§ **PROBLEM TO SOLVE**
Quote all lines below exactly. Images stay out.

__________________________________________________

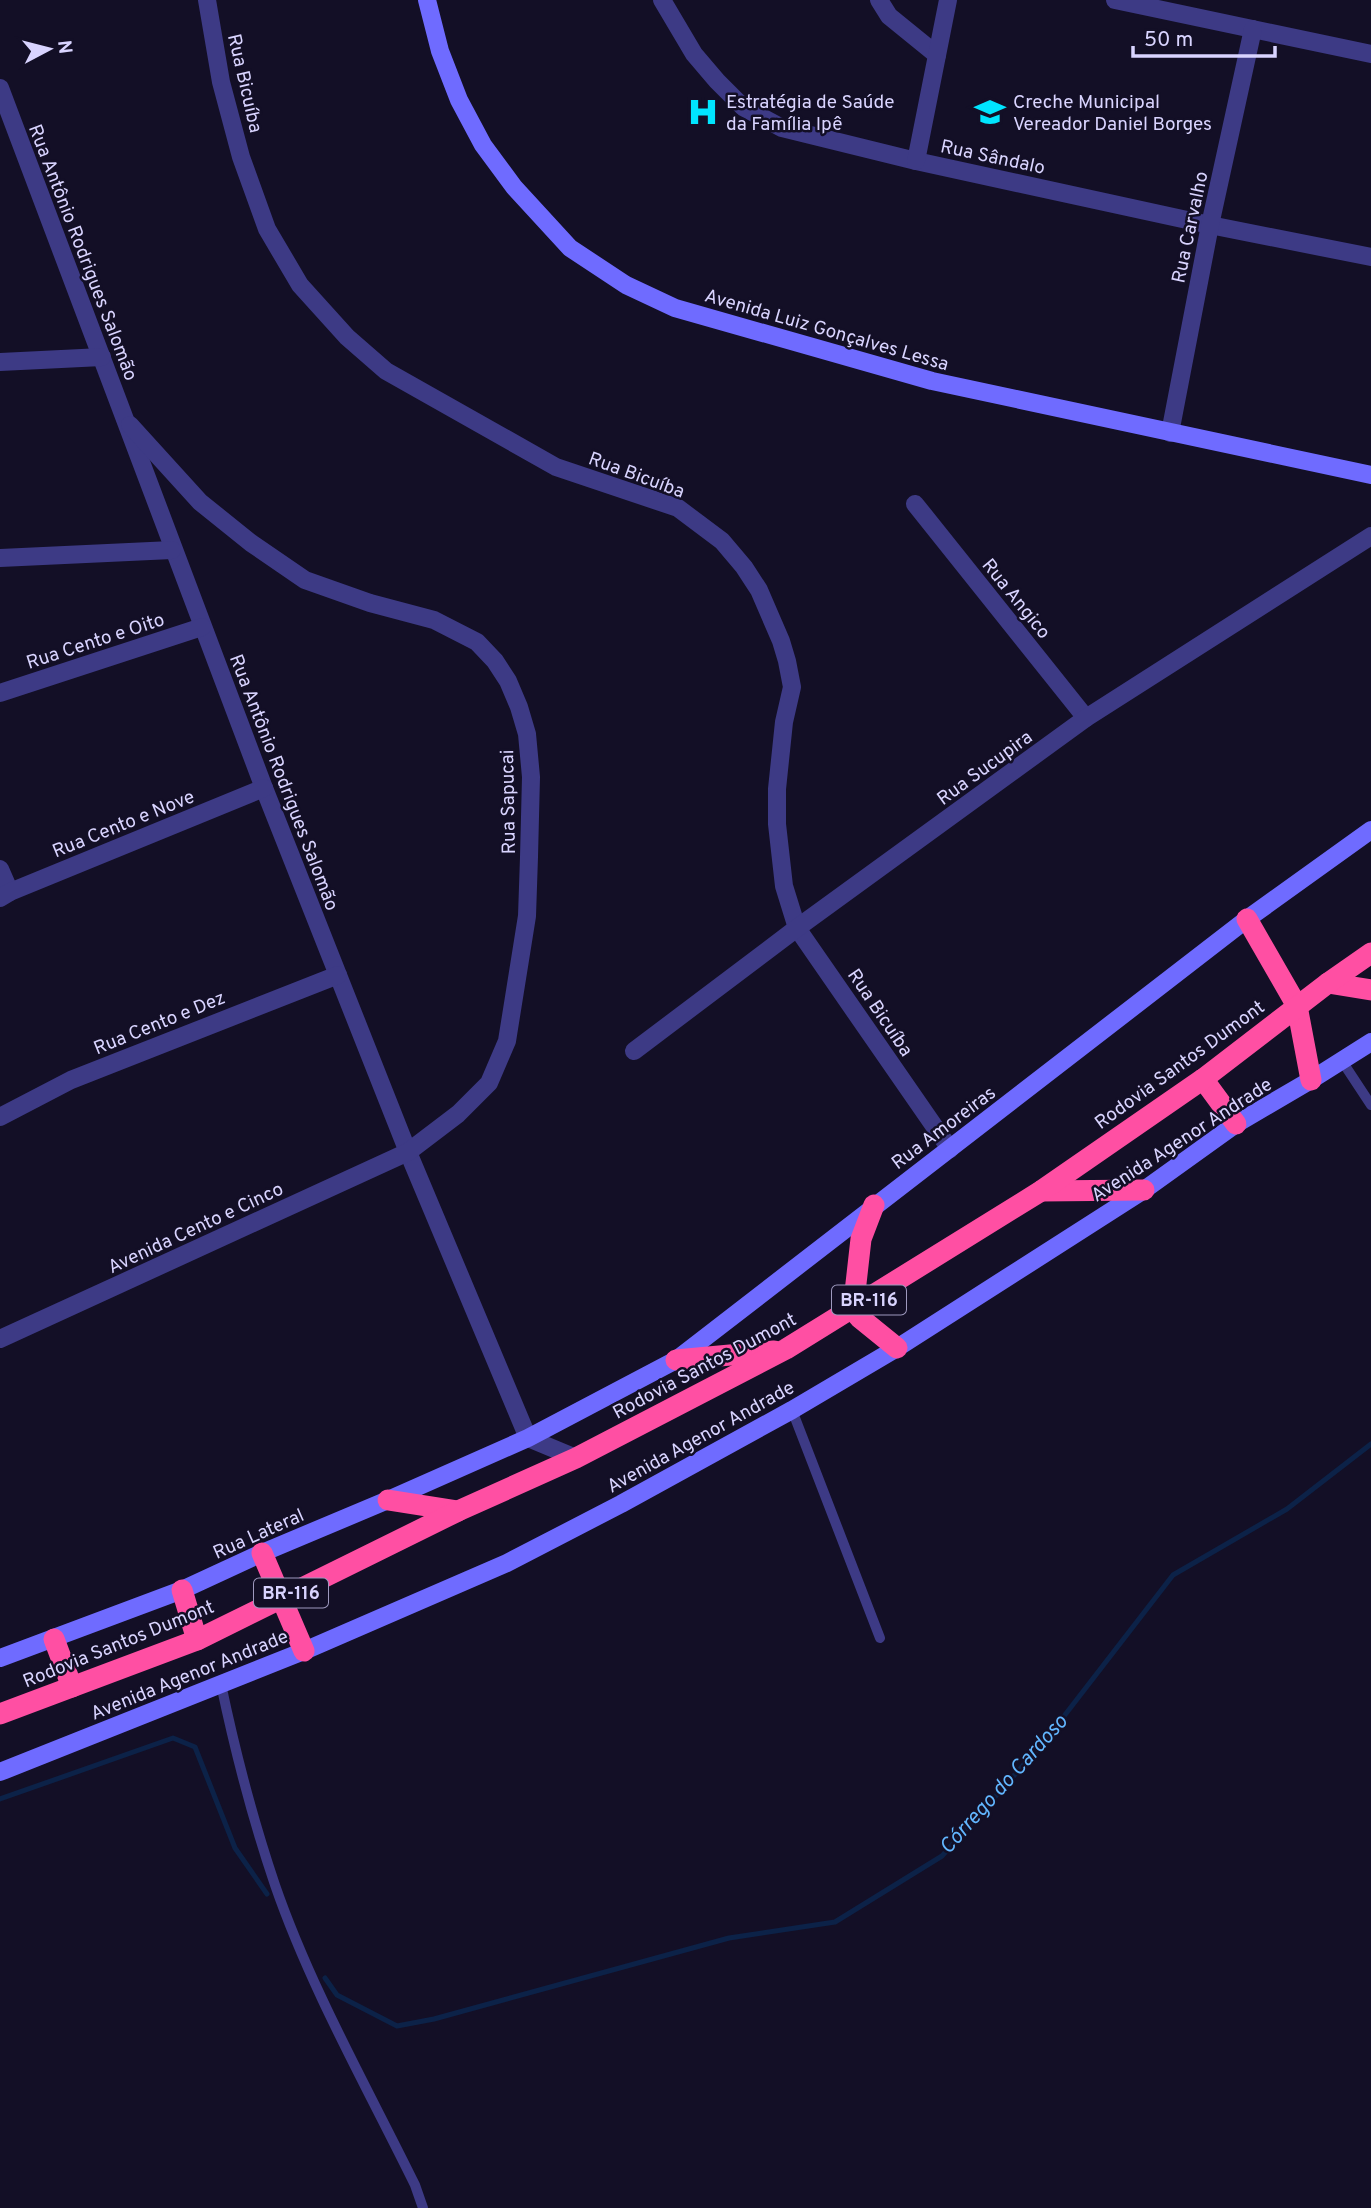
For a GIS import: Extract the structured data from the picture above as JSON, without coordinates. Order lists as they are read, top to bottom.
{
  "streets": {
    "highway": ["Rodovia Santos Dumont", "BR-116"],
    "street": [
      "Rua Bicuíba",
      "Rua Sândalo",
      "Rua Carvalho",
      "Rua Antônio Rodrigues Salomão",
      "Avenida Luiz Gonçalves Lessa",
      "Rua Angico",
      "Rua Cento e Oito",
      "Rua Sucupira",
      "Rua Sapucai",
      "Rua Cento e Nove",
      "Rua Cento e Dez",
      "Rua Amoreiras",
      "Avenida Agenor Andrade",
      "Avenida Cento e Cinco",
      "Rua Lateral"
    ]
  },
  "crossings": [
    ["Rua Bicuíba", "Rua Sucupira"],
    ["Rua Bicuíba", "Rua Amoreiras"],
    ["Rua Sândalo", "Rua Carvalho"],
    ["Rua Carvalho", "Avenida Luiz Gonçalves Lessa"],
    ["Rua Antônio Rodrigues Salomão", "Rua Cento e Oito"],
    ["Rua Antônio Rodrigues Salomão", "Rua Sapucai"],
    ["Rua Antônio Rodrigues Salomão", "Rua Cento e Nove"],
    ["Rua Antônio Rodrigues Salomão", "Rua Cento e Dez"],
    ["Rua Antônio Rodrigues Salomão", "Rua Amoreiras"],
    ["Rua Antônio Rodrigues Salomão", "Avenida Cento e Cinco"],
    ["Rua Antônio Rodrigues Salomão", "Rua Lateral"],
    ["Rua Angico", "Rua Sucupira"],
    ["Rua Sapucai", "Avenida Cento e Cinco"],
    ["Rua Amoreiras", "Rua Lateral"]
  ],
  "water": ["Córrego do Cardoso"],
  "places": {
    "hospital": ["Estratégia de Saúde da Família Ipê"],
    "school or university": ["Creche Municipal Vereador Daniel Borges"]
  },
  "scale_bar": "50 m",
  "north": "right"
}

__________________________________________________

§ **OUTPUT FOR THIS EXERCISE**
For a GIS import: Extract the structured data from the picture above as JSON, without coordinates. Order lists as they are read, top to bottom.
{
  "streets": {
    "highway": ["Rodovia Santos Dumont", "BR-116"],
    "street": [
      "Rua Bicuíba",
      "Rua Sândalo",
      "Rua Carvalho",
      "Rua Antônio Rodrigues Salomão",
      "Avenida Luiz Gonçalves Lessa",
      "Rua Angico",
      "Rua Cento e Oito",
      "Rua Sucupira",
      "Rua Sapucai",
      "Rua Cento e Nove",
      "Rua Cento e Dez",
      "Rua Amoreiras",
      "Avenida Agenor Andrade",
      "Avenida Cento e Cinco",
      "Rua Lateral"
    ]
  },
  "crossings": [
    ["Rua Bicuíba", "Rua Sucupira"],
    ["Rua Bicuíba", "Rua Amoreiras"],
    ["Rua Sândalo", "Rua Carvalho"],
    ["Rua Carvalho", "Avenida Luiz Gonçalves Lessa"],
    ["Rua Antônio Rodrigues Salomão", "Rua Cento e Oito"],
    ["Rua Antônio Rodrigues Salomão", "Rua Sapucai"],
    ["Rua Antônio Rodrigues Salomão", "Rua Cento e Nove"],
    ["Rua Antônio Rodrigues Salomão", "Rua Cento e Dez"],
    ["Rua Antônio Rodrigues Salomão", "Rua Amoreiras"],
    ["Rua Antônio Rodrigues Salomão", "Avenida Cento e Cinco"],
    ["Rua Antônio Rodrigues Salomão", "Rua Lateral"],
    ["Rua Angico", "Rua Sucupira"],
    ["Rua Sapucai", "Avenida Cento e Cinco"],
    ["Rua Amoreiras", "Rua Lateral"]
  ],
  "water": ["Córrego do Cardoso"],
  "places": {
    "hospital": ["Estratégia de Saúde da Família Ipê"],
    "school or university": ["Creche Municipal Vereador Daniel Borges"]
  },
  "scale_bar": "50 m",
  "north": "right"
}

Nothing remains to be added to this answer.